- _Saved entries_
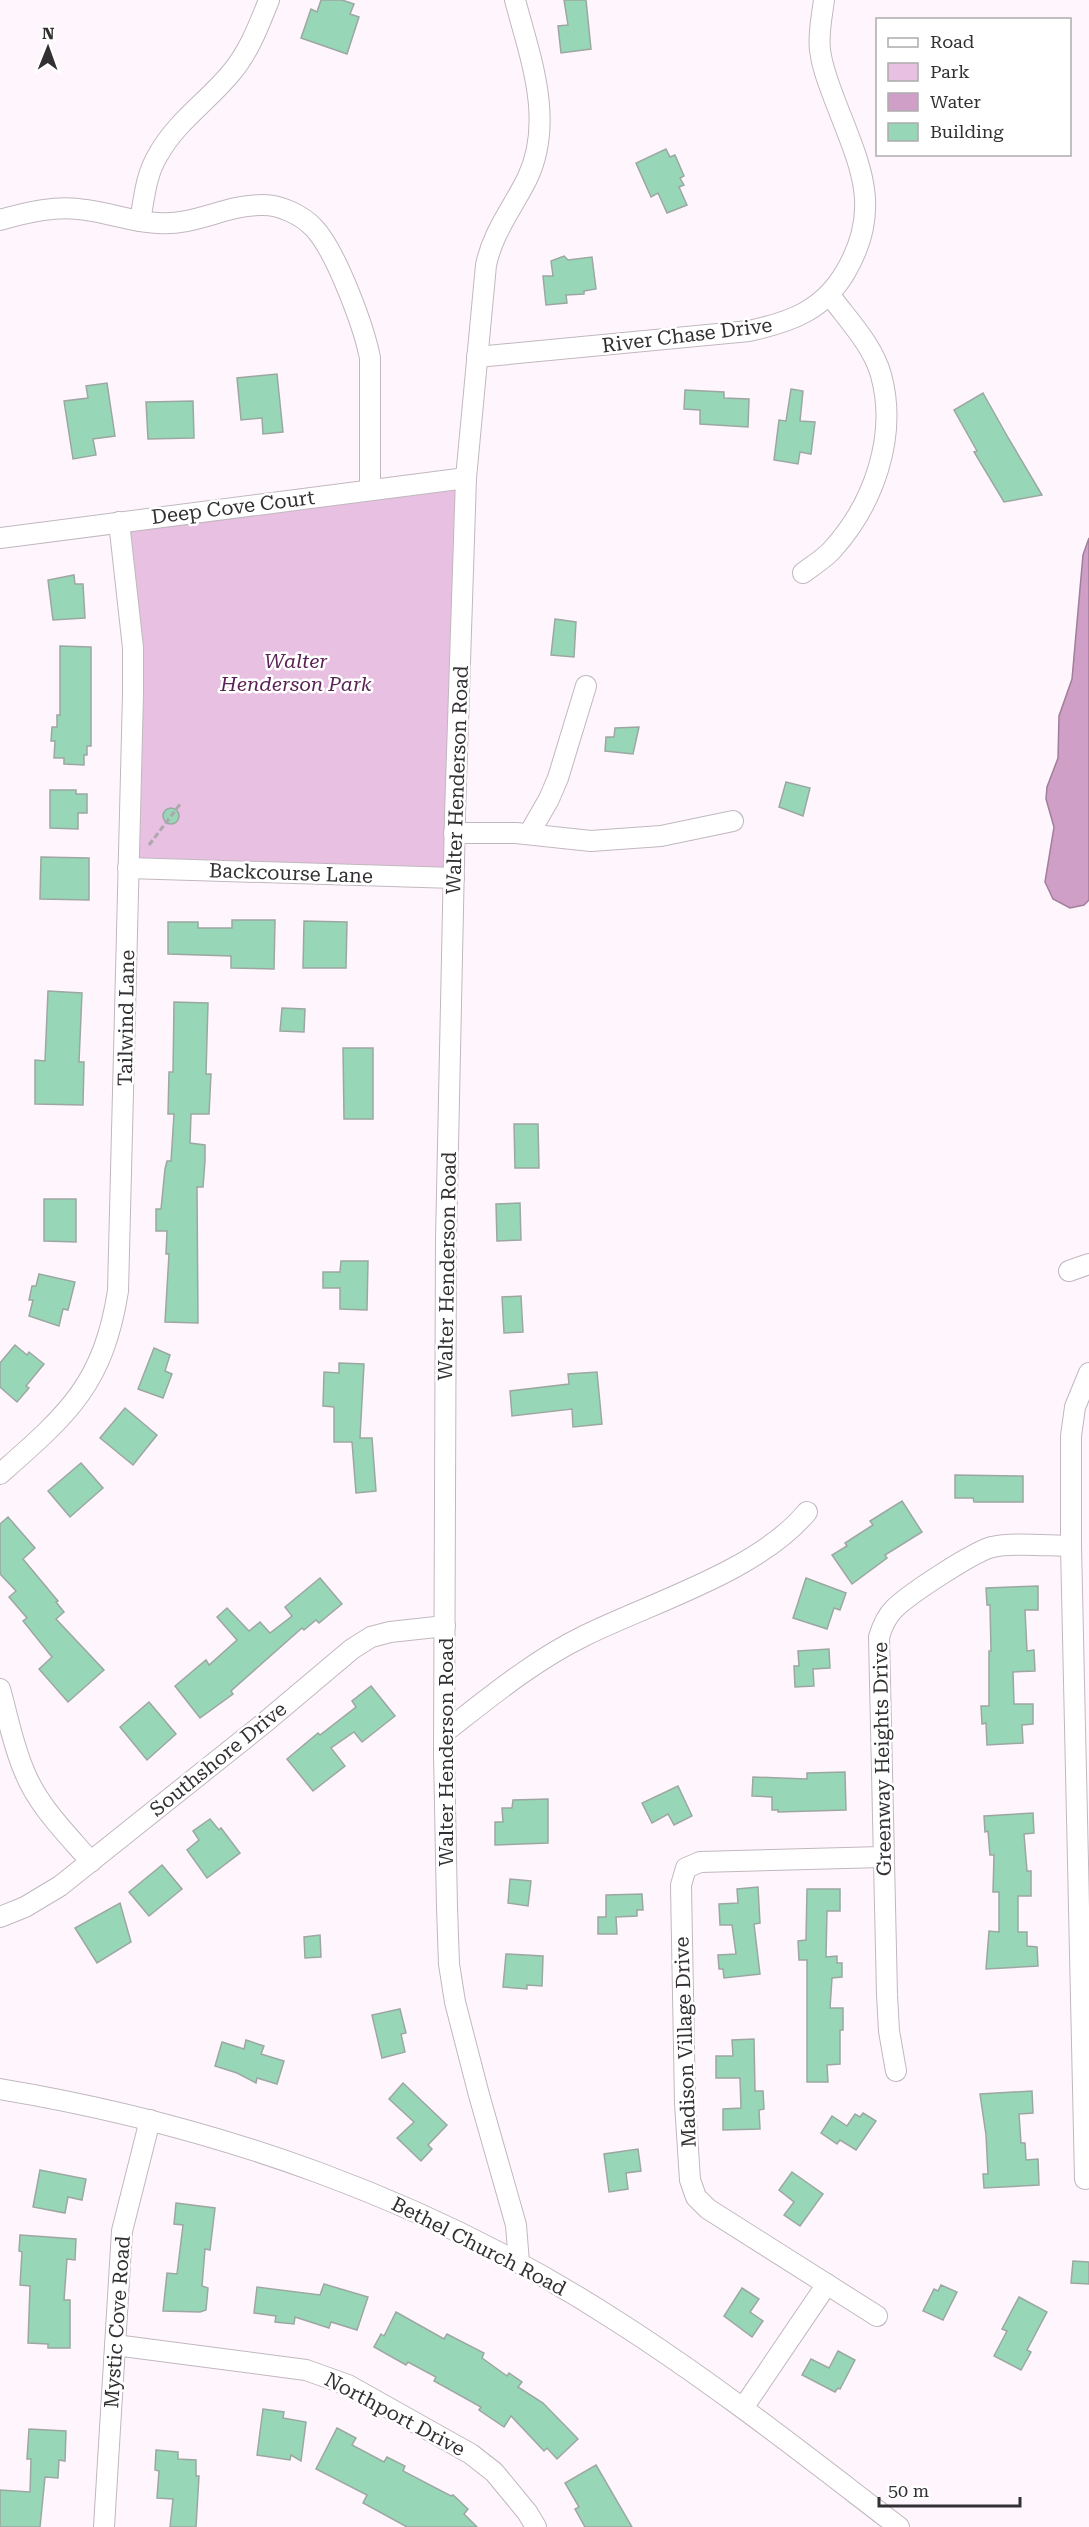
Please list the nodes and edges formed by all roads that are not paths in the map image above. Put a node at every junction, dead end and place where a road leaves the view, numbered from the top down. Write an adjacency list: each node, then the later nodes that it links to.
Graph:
1 (269, 0): 5 (street)
2 (515, 0): 7 (street, Walter Henderson Road)
3 (824, 0): 6 (street, River Chase Drive)
4 (0, 220): 5 (street)
5 (140, 221): 9 (street)
6 (830, 294): 7 (street, River Chase Drive); 12 (street)
7 (477, 357): 8 (street, Walter Henderson Road)
8 (466, 478): 9 (street, Deep Cove Court); 15 (street, Walter Henderson Road)
9 (370, 489): 10 (street, Deep Cove Court)
10 (119, 522): 11 (street, Deep Cove Court); 17 (street, Tailwind Lane)
11 (0, 538)
12 (803, 573)
13 (586, 686): 16 (street)
14 (733, 821): 16 (street)
15 (454, 833): 16 (street); 18 (street, Walter Henderson Road)
16 (529, 834)
17 (128, 868): 18 (street, Backcourse Lane); 22 (street, Tailwind Lane)
18 (454, 878): 25 (street, Walter Henderson Road)
19 (1089, 1264): 20 (street)
20 (1069, 1271)
21 (1089, 1373): 24 (street)
22 (0, 1474)
23 (807, 1512): 27 (street)
24 (1071, 1546): 28 (street, Greenway Heights Drive); 31 (street)
25 (445, 1626): 27 (street, Walter Henderson Road); 29 (street, Southshore Drive)
26 (0, 1689): 29 (street)
27 (445, 1732): 36 (street, Walter Henderson Road)
28 (882, 1857): 32 (street, Greenway Heights Drive); 37 (street, Madison Village Drive)
29 (91, 1862): 30 (street, Southshore Drive)
30 (0, 1917)
31 (1085, 1996): 35 (street)
32 (896, 2071)
33 (0, 2089): 34 (street, Bethel Church Road)
34 (150, 2120): 36 (street, Bethel Church Road); 39 (street, Mystic Cove Road)
35 (1085, 2179)
36 (519, 2263): 40 (street, Bethel Church Road)
37 (827, 2284): 38 (street, Madison Village Drive); 40 (street)
38 (877, 2316)
39 (115, 2345): 41 (street, Mystic Cove Road); 42 (street, Northport Drive)
40 (743, 2408): 43 (street, Bethel Church Road)
41 (104, 2527)
42 (536, 2527)
43 (899, 2527)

- _EXERCISE INSTRUCTIONS_
Repeat the records above word for word, apart from the pictures.

- _FINISHED EXERCISE_
Please list the nodes and edges formed by all roads that are not paths in the map image above. Put a node at every junction, dead end and place where a road leaves the view, numbered from the top down. Write an adjacency list: each node, then the later nodes that it links to.
Graph:
1 (269, 0): 5 (street)
2 (515, 0): 7 (street, Walter Henderson Road)
3 (824, 0): 6 (street, River Chase Drive)
4 (0, 220): 5 (street)
5 (140, 221): 9 (street)
6 (830, 294): 7 (street, River Chase Drive); 12 (street)
7 (477, 357): 8 (street, Walter Henderson Road)
8 (466, 478): 9 (street, Deep Cove Court); 15 (street, Walter Henderson Road)
9 (370, 489): 10 (street, Deep Cove Court)
10 (119, 522): 11 (street, Deep Cove Court); 17 (street, Tailwind Lane)
11 (0, 538)
12 (803, 573)
13 (586, 686): 16 (street)
14 (733, 821): 16 (street)
15 (454, 833): 16 (street); 18 (street, Walter Henderson Road)
16 (529, 834)
17 (128, 868): 18 (street, Backcourse Lane); 22 (street, Tailwind Lane)
18 (454, 878): 25 (street, Walter Henderson Road)
19 (1089, 1264): 20 (street)
20 (1069, 1271)
21 (1089, 1373): 24 (street)
22 (0, 1474)
23 (807, 1512): 27 (street)
24 (1071, 1546): 28 (street, Greenway Heights Drive); 31 (street)
25 (445, 1626): 27 (street, Walter Henderson Road); 29 (street, Southshore Drive)
26 (0, 1689): 29 (street)
27 (445, 1732): 36 (street, Walter Henderson Road)
28 (882, 1857): 32 (street, Greenway Heights Drive); 37 (street, Madison Village Drive)
29 (91, 1862): 30 (street, Southshore Drive)
30 (0, 1917)
31 (1085, 1996): 35 (street)
32 (896, 2071)
33 (0, 2089): 34 (street, Bethel Church Road)
34 (150, 2120): 36 (street, Bethel Church Road); 39 (street, Mystic Cove Road)
35 (1085, 2179)
36 (519, 2263): 40 (street, Bethel Church Road)
37 (827, 2284): 38 (street, Madison Village Drive); 40 (street)
38 (877, 2316)
39 (115, 2345): 41 (street, Mystic Cove Road); 42 (street, Northport Drive)
40 (743, 2408): 43 (street, Bethel Church Road)
41 (104, 2527)
42 (536, 2527)
43 (899, 2527)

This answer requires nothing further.